Textbooks and scientific journals are not part of this discussion, although I think they are also likely to go digital, because such materials require frequent updating, which of course is done better online. The only drawback I see at this point is that the display mechanisms (monitors) are tiring on the eyes after an extended period. New types of monitors are in the offinig that will offer a resolution more nearly matching the (heretofore) unparalleled resolution of print.
However, textbooks and journals do not require a whole new instrument of creation. The existing outlets, whose key assets are their contacts in the education industry (yes, I am familiar with that business as well) will simply move away from prinit and toward online distribution. This process is already well underway. One thing that may happen is a more "wiki" model for creating these books and journals. Some publishers will observe what's become of onetime-giant encyclopedia publishers such as World Book and Britannica in the face of Wikipedia, and decide to pre-empt that process by adopting it themselves, while their industry contacts still afford them an advantage.

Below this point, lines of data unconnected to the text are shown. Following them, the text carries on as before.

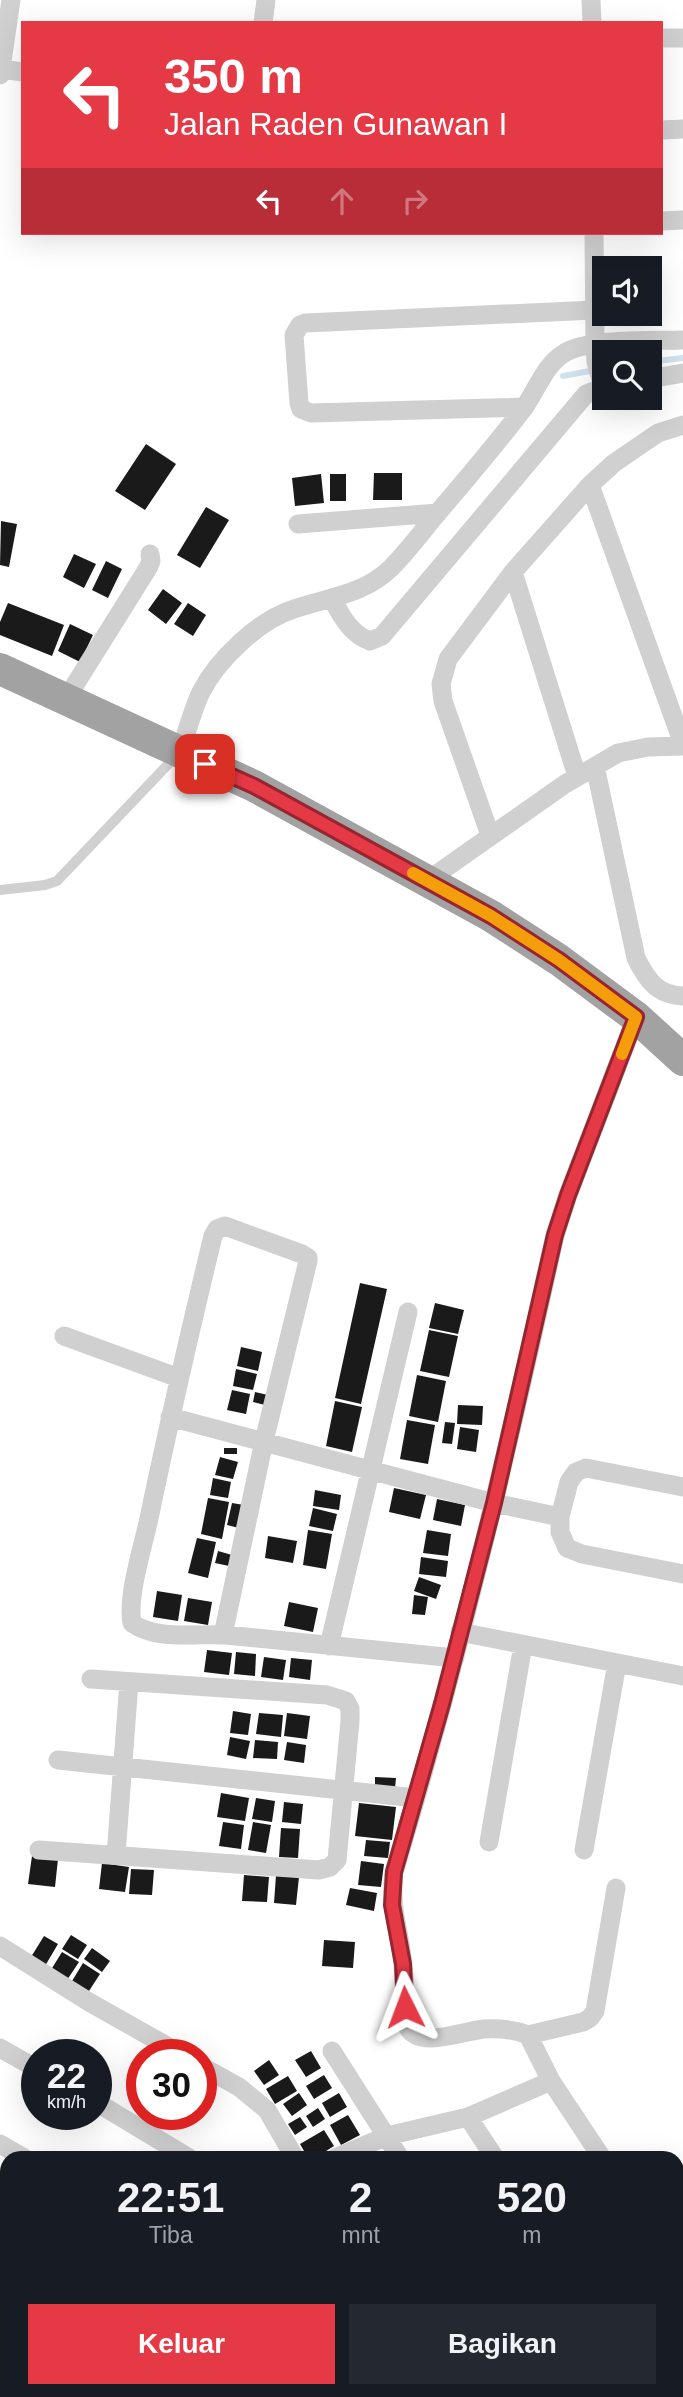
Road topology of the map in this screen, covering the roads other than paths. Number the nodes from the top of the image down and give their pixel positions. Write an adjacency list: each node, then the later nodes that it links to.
1 (11, 0): 8 (street)
2 (266, 0): 4 (street)
3 (592, 0): 5 (street)
4 (263, 21)
5 (592, 21)
6 (663, 38): 7 (street)
7 (683, 38)
8 (1, 69): 9 (street); 10 (street)
9 (21, 72)
10 (0, 75)
11 (683, 129): 12 (street)
12 (663, 130)
13 (683, 220): 14 (street)
14 (663, 221)
15 (594, 235): 16 (street)
16 (594, 256)
17 (592, 310): 24 (street)
18 (683, 340): 19 (street)
19 (662, 348)
20 (592, 363): 24 (street)
21 (683, 373): 22 (street)
22 (662, 377)
23 (592, 384): 31 (street)
24 (524, 407): 27 (street)
25 (683, 425): 26 (street)
26 (590, 485): 30 (street); 34 (street)
27 (438, 513): 28 (street); 31 (street)
28 (298, 524)
29 (150, 554): 33 (street)
30 (513, 572): 37 (street); 38 (street)
31 (336, 606): 35 (street)
32 (0, 668): 33 (highway)
33 (66, 699): 35 (highway)
34 (683, 745): 36 (street)
35 (180, 752): 39 (highway); 40 (lane)
36 (595, 765): 37 (street); 41 (street)
37 (577, 776): 38 (street)
38 (491, 835): 39 (street)
39 (427, 881): 42 (highway)
40 (0, 890)
41 (683, 996)
42 (636, 1017): 43 (highway); 51 (street)
43 (683, 1060)
44 (408, 1311): 49 (street)
45 (64, 1336): 46 (street)
46 (179, 1378): 47 (street); 48 (street)
47 (170, 1417): 48 (street); 55 (street)
48 (264, 1441): 49 (street); 55 (street)
49 (370, 1468): 51 (street); 57 (street)
50 (683, 1487): 52 (street)
51 (494, 1503): 52 (street); 54 (street)
52 (560, 1517): 53 (street)
53 (683, 1574)
54 (460, 1632): 56 (street); 58 (street)
55 (223, 1635): 57 (street)
56 (523, 1645): 59 (street); 67 (street)
57 (329, 1646): 58 (street)
58 (454, 1658): 66 (street)
59 (617, 1663): 60 (street); 69 (street)
60 (683, 1676)
61 (91, 1679): 62 (street)
62 (129, 1682): 64 (street); 65 (street)
63 (58, 1760): 64 (street)
64 (123, 1767): 65 (street); 70 (street)
65 (345, 1791): 66 (street); 70 (street)
66 (416, 1798): 73 (street)
67 (489, 1842)
68 (39, 1850): 70 (street)
69 (584, 1850)
70 (116, 1855)
71 (616, 1888): 73 (street)
72 (0, 1946): 74 (street)
73 (527, 2035): 79 (street)
74 (154, 2039)
75 (0, 2048): 77 (street)
76 (332, 2051): 82 (street)
77 (21, 2060)
78 (217, 2075): 84 (street)
79 (551, 2081): 81 (street); 88 (street)
80 (112, 2112): 83 (street)
81 (468, 2117): 82 (street); 87 (street)
82 (387, 2136): 85 (street); 86 (street)
83 (177, 2151)
84 (291, 2151)
85 (352, 2151)
86 (396, 2151)
87 (490, 2151)
88 (597, 2151)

Essentially I think you and I do agree. I do not see the end of print at all. But I do live in a thriving city with two dying and dysfunctional newspapers, right across the river from a major paper (the NY Times) which has and will be unable to pick up the slack when they shuffle off the coil. You seem to likewise feel that local papers are going the way of the dodo.
We may have less agreement on the subject of textbooks and journals, but that is not a centarl theme here.

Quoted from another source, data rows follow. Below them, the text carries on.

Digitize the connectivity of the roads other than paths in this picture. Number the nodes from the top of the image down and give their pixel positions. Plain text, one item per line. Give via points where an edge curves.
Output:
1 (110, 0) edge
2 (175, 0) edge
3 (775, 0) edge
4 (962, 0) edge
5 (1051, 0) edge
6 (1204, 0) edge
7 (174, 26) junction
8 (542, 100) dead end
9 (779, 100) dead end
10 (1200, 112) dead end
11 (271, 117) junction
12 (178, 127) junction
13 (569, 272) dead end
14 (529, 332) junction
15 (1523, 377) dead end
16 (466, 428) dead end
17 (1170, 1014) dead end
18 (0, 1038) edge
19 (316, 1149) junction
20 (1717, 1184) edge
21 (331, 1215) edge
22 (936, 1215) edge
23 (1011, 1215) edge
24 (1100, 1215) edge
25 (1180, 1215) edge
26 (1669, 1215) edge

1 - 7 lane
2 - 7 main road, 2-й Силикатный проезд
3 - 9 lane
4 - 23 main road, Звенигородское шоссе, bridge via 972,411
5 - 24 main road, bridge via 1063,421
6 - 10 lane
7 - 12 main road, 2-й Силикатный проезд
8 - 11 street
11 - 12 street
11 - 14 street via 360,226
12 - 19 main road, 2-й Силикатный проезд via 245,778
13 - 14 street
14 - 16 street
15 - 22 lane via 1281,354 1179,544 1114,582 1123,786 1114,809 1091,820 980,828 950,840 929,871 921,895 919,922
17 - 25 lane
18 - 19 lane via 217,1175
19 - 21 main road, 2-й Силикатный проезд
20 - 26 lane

Printing goes through cycles with the economy. We are emerging from a period of deep consolidation among medium to small size print shops. Those remaining are bigger and stronger than they were before the last recession, and struggling to keep up with demand. They are investing in new technologies to avoid commoditization, and life is generally good for many or most.
Thanks for stopping by so we could clarify this 'death of print' meme.
Gather sounmds like much the same model The Mining Company (now About.com)used except now we have blogs in place of standard HTML editorial content. It started off great and TMC shot to the top handful of sites on the web. Ten years later, and About.com is struggling to stay in the top 100 after stiffing many of its best content generators through consistent pay cuts, gross mismanagement and cramming so much advertising in that you have to search to find the content. I wouldn't count on long term income from any company doing this - once you have filled their site with content and helped them rise to the top, they will probably follow About.com's model and cut you loose so they can replace you with a lower paid version.
Wow, I have not heard The Mining Company mentioned in years. You really are a veteran.
You make good points. About is now an ad-bloated, slow-loading site that does not feel particularly responsive or authoritative. It's generally a mess, and a boondoggle for the Times which bought it but can't seem to integrate it into its business.
I don't know that Gather will follow this same pattern but I must say - content creators beware! I like the alternative of independent blogs networked as ad platforms better in terms of protecting creators.
Thanks for commenting, and bringing back some memories of how far we've come (and what we ought to have learned on the way). Well done.